A first coup d’état, in 1952, by the Free Officers (leaders of the 1952 coup), and, above all, a second coup in 1954 by which Nasser took control, was taken by some to crown the continual flow of struggles and by others to put it to an end. Rejecting the view of the Egyptian awakening as advanced above, Nasserism put forth an ideological discourse that wiped out the whole history of the years from 1919 to 1952 in order to push the start of the Egyptian Revolution to July 1952. At that time, many among the communists had denounced this discourse and analysed the coups d’état of 1952 and 1954 as aimed at putting an end to the radicalisation of the democratic movement. They were not wrong, since Nasserism took the shape of an anti-imperialist project only after the Bandung Conference of April 1955. Nasserism then contributed all it had to give: a resolutely anti-imperialist international posture (in association with the pan-Arab and pan-African movements) and some progressive (but not socialist) social reforms. The whole thing was done from above, not only without democracy (the popular masses being denied any right to organise by and for themselves), but even by abolishing any form of political life. This was an invitation to political Islam to fill the vacuum thus created. In only ten short years (1955–1965), the Nasserist project used up its progressive potential. Its exhaustion offered imperialism, henceforward led by the United States, the chance to break the movement by mobilising, to that end, its regional military instrument: Israel. The 1967 defeat of Egypt marked the end of the tide that had flowed for a half-century. Its reflux was initiated by Nasser himself, who chose the path of concessions to the right, the infitah or opening (an opening to capitalist globalisation of course), rather than the radicalisation called for by, among others, the student movement (which held the stage briefly in 1970, shortly before and then after the death of Nasser). His successor, Sadat, intensified and extended the rightward turn and integrated the MB into his new autocratic system. Mubarak continued along the same path.

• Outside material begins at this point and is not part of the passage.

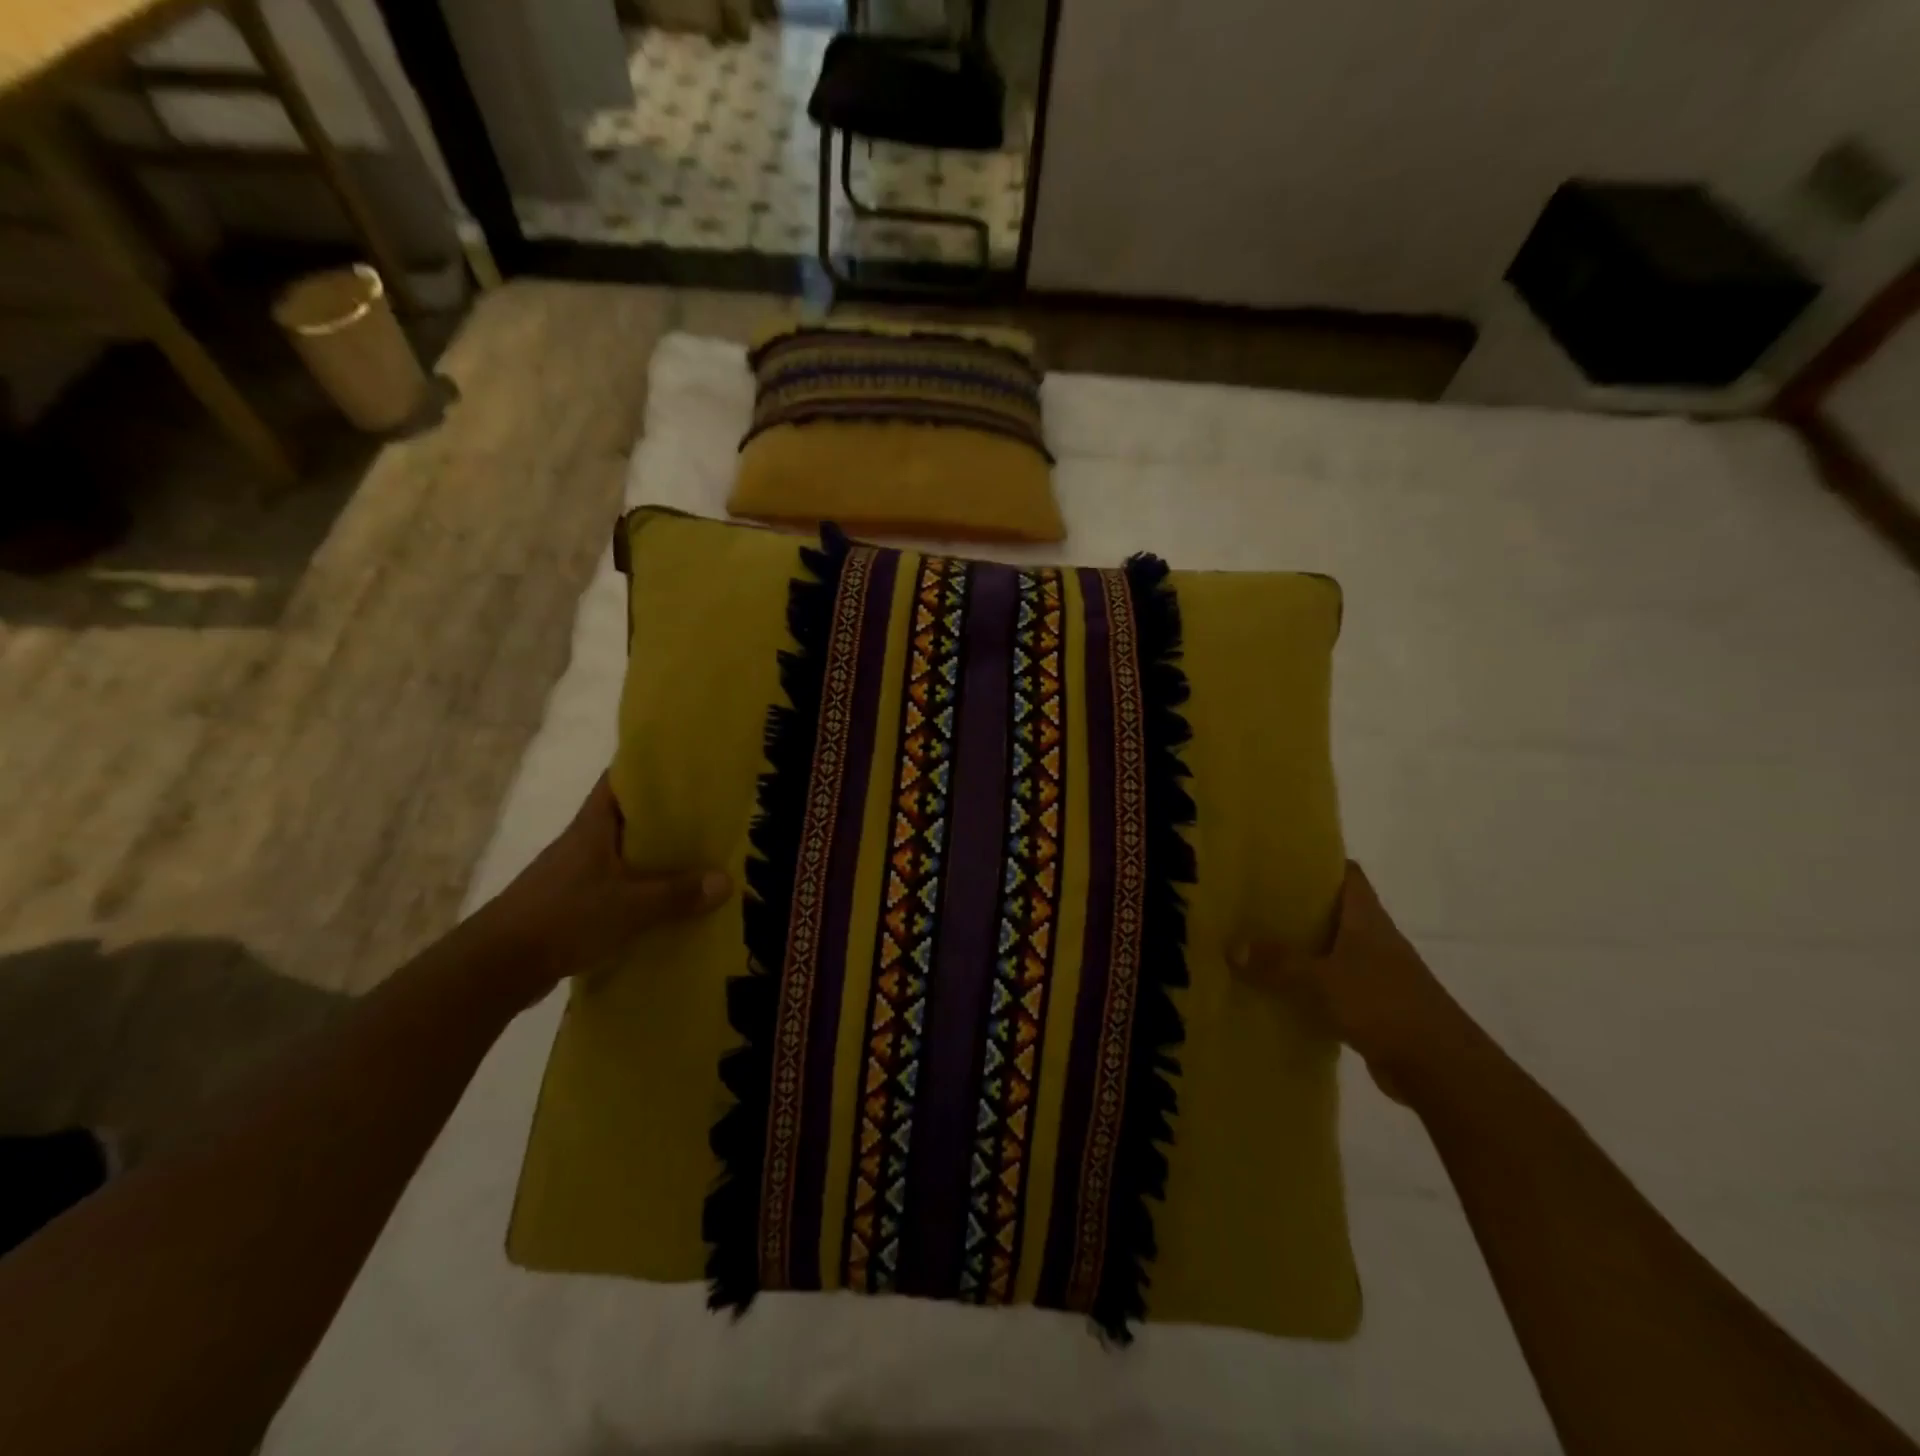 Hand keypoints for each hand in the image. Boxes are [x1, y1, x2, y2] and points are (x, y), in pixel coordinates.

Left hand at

Under Nasser, Egypt had set up an economic and social system that, though subject to criticism, was at least coherent. Nasser wagered on industrialisation as the way out of the colonial international specialisation which was confining the country to the role of cotton exporter. His system maintained a division of incomes that favoured the expanding middle classes without impoverishing the popular masses. Sadat and Mubarak dismantled the Egyptian productive system, putting in its place a completely incoherent system based exclusively on the profitability of firms, most of which were mere subcontractors for the imperialist monopolies. Supposed high rates of economic growth, much praised for 30 years by the World Bank, were completely meaningless. Egyptian growth was extremely vulnerable. Moreover, such growth was accompanied by an incredible rise in inequality and by unemployment afflicting the majority of the country’s youth. This was an explosive situation. It exploded.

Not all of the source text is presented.